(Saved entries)
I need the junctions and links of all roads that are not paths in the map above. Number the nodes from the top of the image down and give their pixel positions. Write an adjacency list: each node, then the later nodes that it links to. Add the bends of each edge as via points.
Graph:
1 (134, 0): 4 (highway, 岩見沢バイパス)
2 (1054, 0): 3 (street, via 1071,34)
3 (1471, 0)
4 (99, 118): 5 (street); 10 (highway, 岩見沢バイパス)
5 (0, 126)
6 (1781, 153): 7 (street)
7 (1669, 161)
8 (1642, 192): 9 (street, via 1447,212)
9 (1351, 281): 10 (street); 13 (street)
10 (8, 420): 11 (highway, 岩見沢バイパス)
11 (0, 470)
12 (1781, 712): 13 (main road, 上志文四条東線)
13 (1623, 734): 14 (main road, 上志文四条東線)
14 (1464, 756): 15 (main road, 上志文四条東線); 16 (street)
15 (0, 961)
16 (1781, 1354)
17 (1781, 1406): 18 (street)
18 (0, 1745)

▶ DESCRIPTION OF THE TASK: Each record is to be repeated word for word, with none skipped.

▶ EXPECTED ANSWER:
I need the junctions and links of all roads that are not paths in the map above. Number the nodes from the top of the image down and give their pixel positions. Write an adjacency list: each node, then the later nodes that it links to. Add the bends of each edge as via points.
Graph:
1 (134, 0): 4 (highway, 岩見沢バイパス)
2 (1054, 0): 3 (street, via 1071,34)
3 (1471, 0)
4 (99, 118): 5 (street); 10 (highway, 岩見沢バイパス)
5 (0, 126)
6 (1781, 153): 7 (street)
7 (1669, 161)
8 (1642, 192): 9 (street, via 1447,212)
9 (1351, 281): 10 (street); 13 (street)
10 (8, 420): 11 (highway, 岩見沢バイパス)
11 (0, 470)
12 (1781, 712): 13 (main road, 上志文四条東線)
13 (1623, 734): 14 (main road, 上志文四条東線)
14 (1464, 756): 15 (main road, 上志文四条東線); 16 (street)
15 (0, 961)
16 (1781, 1354)
17 (1781, 1406): 18 (street)
18 (0, 1745)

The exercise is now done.